Episodes of frequent, intense, and overwhelming anxiety.

Obsessive Compulsive Disorder:

A chronic condition where people perform repetitive behaviors (compulsions) in response to continuous and uncontrollable thoughts or urges (obsessions).

Eating Disorders:

Includes anorexia nervosa (an obsessive desire to lose weight by food avoidance and/or compulsive exercise), bulimia nervosa (periods of excessive eating followed by efforts to avoid weight gain) and binge-eating disorder (frequent episode of loss of control over eating, generally resulting in high weight gain).

Schizophrenia Spectrum and Psychotic disorders:

A group of chronic conditions characterized by an impaired ability to discern reality. Audible and visual hallucinations are a hallmark characteristic. Abnormal movement and fragmented speech are also common.

Bipolar Disorder:

Separated into type 1 and 2, bipolar disorder involves a fluctuation between extremes of elevated and depressed moods.

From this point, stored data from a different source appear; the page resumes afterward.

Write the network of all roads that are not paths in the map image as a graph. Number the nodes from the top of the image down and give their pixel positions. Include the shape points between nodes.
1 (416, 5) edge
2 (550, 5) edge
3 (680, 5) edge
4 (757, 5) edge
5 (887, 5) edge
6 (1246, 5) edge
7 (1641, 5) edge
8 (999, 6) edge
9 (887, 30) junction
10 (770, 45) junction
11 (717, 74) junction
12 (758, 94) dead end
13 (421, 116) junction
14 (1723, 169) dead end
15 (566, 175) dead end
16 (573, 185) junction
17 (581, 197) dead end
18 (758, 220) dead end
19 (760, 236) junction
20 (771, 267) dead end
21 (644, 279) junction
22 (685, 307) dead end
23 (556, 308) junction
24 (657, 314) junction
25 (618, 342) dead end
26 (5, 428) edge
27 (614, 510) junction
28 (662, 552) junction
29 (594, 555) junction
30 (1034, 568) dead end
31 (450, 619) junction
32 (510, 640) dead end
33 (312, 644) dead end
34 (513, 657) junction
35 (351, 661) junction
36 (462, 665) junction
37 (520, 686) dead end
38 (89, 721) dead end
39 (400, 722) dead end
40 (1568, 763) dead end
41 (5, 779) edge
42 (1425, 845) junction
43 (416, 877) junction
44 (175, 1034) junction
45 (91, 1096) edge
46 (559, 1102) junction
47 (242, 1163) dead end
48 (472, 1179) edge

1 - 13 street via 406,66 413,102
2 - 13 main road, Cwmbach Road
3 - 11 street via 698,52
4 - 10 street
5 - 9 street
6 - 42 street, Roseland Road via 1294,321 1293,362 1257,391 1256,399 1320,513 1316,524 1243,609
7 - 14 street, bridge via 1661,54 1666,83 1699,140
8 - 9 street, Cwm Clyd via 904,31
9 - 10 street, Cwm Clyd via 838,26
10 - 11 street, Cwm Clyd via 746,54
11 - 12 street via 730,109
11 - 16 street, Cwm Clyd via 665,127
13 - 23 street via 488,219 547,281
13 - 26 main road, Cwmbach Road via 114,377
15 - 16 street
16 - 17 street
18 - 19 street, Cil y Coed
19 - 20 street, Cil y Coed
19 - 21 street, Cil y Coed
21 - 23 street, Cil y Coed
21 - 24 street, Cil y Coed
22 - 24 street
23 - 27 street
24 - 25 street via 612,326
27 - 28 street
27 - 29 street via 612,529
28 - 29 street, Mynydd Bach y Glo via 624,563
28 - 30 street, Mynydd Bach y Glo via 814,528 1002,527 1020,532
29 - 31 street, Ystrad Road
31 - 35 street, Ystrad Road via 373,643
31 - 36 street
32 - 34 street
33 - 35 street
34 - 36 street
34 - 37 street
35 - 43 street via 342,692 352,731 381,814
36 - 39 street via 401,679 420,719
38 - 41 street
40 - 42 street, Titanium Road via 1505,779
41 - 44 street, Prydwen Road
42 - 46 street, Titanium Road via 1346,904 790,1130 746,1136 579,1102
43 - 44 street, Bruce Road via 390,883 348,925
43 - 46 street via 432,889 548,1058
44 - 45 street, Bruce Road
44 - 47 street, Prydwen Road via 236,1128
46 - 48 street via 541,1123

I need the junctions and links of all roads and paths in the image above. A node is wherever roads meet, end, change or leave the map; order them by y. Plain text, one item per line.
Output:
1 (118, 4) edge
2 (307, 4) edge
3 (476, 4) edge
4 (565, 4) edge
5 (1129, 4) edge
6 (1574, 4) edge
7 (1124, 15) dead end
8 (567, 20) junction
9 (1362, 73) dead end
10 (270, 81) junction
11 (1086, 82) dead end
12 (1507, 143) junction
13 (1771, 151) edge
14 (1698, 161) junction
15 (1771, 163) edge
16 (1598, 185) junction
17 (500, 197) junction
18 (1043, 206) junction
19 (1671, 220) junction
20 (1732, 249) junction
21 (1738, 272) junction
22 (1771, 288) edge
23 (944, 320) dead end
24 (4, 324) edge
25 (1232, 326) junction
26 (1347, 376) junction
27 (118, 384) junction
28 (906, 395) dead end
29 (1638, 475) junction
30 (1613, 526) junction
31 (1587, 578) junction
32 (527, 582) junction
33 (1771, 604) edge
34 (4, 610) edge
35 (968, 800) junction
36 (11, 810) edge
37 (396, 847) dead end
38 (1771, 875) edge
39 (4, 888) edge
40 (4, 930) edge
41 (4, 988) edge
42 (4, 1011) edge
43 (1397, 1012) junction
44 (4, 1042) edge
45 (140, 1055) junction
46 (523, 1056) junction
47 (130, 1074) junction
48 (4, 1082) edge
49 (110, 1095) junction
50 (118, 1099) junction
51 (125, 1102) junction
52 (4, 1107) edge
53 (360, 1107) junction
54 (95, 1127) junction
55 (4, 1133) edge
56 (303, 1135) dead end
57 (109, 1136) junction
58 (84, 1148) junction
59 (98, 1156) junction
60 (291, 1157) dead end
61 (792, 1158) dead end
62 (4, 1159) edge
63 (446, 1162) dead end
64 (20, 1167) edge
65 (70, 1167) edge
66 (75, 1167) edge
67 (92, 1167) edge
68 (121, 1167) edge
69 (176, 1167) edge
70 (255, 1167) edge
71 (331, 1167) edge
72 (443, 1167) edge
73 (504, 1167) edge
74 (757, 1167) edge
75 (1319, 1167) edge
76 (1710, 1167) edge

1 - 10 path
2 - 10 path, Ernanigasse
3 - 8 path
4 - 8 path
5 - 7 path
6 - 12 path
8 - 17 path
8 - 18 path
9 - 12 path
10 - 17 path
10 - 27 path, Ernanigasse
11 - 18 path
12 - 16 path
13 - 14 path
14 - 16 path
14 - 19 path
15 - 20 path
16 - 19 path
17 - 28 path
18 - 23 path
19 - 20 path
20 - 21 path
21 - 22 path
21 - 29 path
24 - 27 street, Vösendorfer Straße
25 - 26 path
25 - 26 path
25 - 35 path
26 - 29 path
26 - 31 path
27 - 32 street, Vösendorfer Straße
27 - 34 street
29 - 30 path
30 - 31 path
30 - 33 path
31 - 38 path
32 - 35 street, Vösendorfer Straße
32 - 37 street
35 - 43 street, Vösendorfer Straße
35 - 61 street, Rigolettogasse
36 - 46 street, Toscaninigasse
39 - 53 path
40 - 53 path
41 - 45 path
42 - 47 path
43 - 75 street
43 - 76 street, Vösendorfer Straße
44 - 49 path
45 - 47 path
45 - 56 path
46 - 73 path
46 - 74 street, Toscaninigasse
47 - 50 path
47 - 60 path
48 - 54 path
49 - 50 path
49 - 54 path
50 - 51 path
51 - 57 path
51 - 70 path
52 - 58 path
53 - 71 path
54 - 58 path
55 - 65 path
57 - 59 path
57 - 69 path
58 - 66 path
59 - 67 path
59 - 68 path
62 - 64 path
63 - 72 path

Post Traumatic Stress Disorder:

A syndrome caused by singular, ongoing, or early trauma or witnessing violence that causes significant impairment, recurrent thoughts of the trauma, and difficulty coping and performing daily tasks.

Insomnia and hypersomnia:

Characterized by disturbances in sleep and waking cycles, either in difficulty falling or remaining asleep, or in sleeping too much.

Substance-Related and Addictive Disorders:

A dependence or addiction to specific substances, as well as behavior like gambling.

Personality Disorders:

A group of diagnoses characterized by inflexible and lasting personality styles. The personality causes impairment in significant areas of functioning.

In addition to those listed, there are also dissociative, somatic symptom, elimination, sexual dysfunction, gender dysphoria, impulse and conduct control, paraphilic, neurodevelopmental and neurocognitive disorders. The categories and specific diagnoses of mental disorders help a practitioner assess and formulate the best treatment approach.

Relationship between physical health and mental health

For those living with a physical health condition, the risk of having difficulties with mental health is heightened. For example, rates of major depressive disorder are significantly higher in individuals suffering from poor health and physical disease than in the general population. The reasons for this can be many: increased difficulty managing the tasks of daily life, increased financial strain, chronic pain, feeling isolated, the loss of ability and/or employment, being stigmatized, low levels of understanding and empathy from others, and the difficulty of medical management. Likewise, the onset of a physical disease can be frightening, distressing, and anxiety provoking. Plans for the future may be altered due to disease, as can relationships to others. Medication for treating illness can also affect thoughts and mood (steroids for controlling inflammation for example), as can the physiological process of some diseases (hypothyroidism for example). If you have a physical health condition, you live with an array of stresses, hardships, and potential variables like medication and the illness itself that can leave you vulnerable to the onset of a mental health condition.

Treatment for mental health

Just as there are treatments for many physical diseases, there are interventions for mental health conditions. Mental Health intervention can include medication, psychotherapy, learning positive coping skills, behavioral change plans, social programs, support groups, or residency in facilities for daily monitoring and increased care. Any of these can be applied in combination.

There is an array of qualified professionals who can begin assessment of a mental health condition and formulate an approach for treatment: medical doctors, psychiatrists, psychologists, counselors (doctoral and masters degree level), and clinical social workers. Every individual responds differently to treatment, and no one intervention works identically for every person. Someone with generalized anxiety disorder for example, may respond well to anti-anxiety medication (anxiolytics), whereas someone else with the same diagnosis may not. Many mental health conditions are treatable and patients show improvement over time. A small percentage of individuals who seek professional help do not respond to intervention. Though there are no “cures” for mental health conditions, there is help.